The great maple stood tall, its limbs still gnarled but alive now, almost proud. A few more leaves had opened along its highest branches, deep amber and green, and they swayed gently—not in the wind, but to the rhythm of the hum.

The sapling near its base glimmered softly at the leaves’ edges. It had grown again. Another inch, maybe two. Its leaves shimmered, catching the hum and tossing it back with a quiet joy I could feel in my chest.

And the sound. It was everywhere now.

Low, warm, full-bodied humming, like a hundred voices singing just below hearing. The kind of sound that anchored you.

The feeling of joy that threaded itself through your ribs and your blood and reminded you what it meant to be held and cared for while you nurtured your soul.

The leaves fluttered in sync, subtle and sure, as though they were keeping time. As though the tree itself was singing.

I stepped forward, barely breathing. Tears had already started slipping down my cheeks, and I didn’t bother wiping them away.

It wasn’t sadness.

It wasn’t even relief.

It was beauty. Raw, unguarded beauty, the kind that sneaks past all the armor and lands right in the softest part of you.

Bella stood beside me, mouth slightly open, hands at her sides like she didn’t know what to do with them. My grandma stood behind us in quiet, her eyes damp with happiness.

“This,” she said gently, “is how the Ward used to sound.”

I turned toward her, blinking. “It used to… sing like this?”

She nodded. “Years ago. The Maple hummed day and night before the fading began, when all the Wards were strong. Not loud—never loud. But steady. Its rhythm kept the protective chants of the Academy fortified. The songs woven into the very walls relied on that hum. It was the pulse. You could sense the melody if you touched the cottage walls at any time.”

“The Stone Ward? My cottage?”

She nodded.

“And now it’s back,” Bella whispered, eyes still fixed on the branches.

“It’s weak, but it’s remembering. It’s trying.” My grandma’s lips pressed together as if she were worried about believing in its strength too soon.

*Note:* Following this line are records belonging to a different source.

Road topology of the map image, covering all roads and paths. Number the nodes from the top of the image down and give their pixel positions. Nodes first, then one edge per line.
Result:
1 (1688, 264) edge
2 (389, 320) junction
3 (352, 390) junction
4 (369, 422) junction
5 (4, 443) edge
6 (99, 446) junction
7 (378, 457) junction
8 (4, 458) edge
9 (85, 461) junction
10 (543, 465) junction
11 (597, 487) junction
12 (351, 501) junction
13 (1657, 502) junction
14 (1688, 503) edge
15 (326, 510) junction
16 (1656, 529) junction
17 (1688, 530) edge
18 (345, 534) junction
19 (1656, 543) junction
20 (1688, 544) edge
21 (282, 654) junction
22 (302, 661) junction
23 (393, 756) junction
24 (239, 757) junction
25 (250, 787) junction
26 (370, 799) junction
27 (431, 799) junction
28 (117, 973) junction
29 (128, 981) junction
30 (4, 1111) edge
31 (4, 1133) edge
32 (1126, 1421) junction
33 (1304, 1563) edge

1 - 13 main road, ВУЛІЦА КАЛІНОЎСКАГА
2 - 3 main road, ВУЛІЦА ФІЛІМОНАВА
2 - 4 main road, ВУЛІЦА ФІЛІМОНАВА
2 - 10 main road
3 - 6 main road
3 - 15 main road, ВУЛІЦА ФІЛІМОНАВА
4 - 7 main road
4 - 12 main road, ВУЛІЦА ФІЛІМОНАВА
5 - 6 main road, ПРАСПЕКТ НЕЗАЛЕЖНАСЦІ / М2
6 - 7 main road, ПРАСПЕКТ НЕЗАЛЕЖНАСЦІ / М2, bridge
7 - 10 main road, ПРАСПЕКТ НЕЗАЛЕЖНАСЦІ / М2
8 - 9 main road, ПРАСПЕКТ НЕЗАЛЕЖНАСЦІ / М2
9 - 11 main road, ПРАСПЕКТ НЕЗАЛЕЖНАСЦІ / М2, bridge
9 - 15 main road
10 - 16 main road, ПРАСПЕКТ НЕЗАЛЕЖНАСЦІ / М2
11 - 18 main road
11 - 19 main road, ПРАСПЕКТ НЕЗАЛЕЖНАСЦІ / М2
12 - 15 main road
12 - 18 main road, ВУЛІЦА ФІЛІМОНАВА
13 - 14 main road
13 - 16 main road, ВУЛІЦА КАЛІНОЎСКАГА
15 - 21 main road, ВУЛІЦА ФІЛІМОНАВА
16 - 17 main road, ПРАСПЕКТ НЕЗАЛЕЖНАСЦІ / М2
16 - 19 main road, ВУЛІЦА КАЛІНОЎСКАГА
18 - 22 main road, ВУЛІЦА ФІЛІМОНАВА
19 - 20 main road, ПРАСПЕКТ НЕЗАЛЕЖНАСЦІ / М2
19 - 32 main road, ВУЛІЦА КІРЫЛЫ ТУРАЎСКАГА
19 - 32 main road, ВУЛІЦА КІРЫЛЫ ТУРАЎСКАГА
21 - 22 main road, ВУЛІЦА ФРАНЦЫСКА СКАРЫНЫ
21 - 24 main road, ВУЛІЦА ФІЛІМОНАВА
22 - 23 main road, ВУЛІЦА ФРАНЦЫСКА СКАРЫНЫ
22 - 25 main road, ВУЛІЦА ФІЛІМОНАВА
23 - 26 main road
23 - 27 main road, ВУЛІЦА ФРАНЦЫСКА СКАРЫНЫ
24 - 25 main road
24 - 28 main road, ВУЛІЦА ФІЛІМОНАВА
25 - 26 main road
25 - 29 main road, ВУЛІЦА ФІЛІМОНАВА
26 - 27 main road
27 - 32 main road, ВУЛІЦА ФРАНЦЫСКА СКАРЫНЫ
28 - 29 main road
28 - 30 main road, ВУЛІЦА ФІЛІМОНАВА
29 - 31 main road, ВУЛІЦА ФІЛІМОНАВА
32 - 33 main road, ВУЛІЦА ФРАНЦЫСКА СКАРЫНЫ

I moved closer to the sapling. It leaned slightly toward me. Just a touch. Just enough to be felt.

“It’s listening,” I murmured. “You are strong and you are sure, little sapling.”

My grandma stepped beside me and placed a hand on the trunk of the great maple. “You gave it what it needed. The nourishment spell, the care. And maybe more than that… you heard it. Before anyone else could.”

I knelt again by the sapling. The glow coming off it wasn’t bright, but it was warm. It didn’t push. It invited.

“You’re doing it,” I said to the tree, the Ward, and whatever force was listening. “You’re growing.”

The humming shifted slightly. It rose and dipped with a musical lilt like a sigh of agreement.

Bella let out a soft laugh. “I can’t believe I was scared to be trapped by maples. It feels like being wrapped in a lullaby now.”

Elira looked at me with something close to awe.

“It’s rare, you know,” she said. “To witness a Ward coming back to life.”

I nodded, still swiping away happy tears.

“I think it wants to live,” I said. “And maybe it’s tired of being forgotten.”

The song continued.

Soft.

Constant.

Alive.

And for the first time in a very long while, the Ward didn’t feel like it was dying.

It felt like it was waiting for spring and new beginnings.

Just like me.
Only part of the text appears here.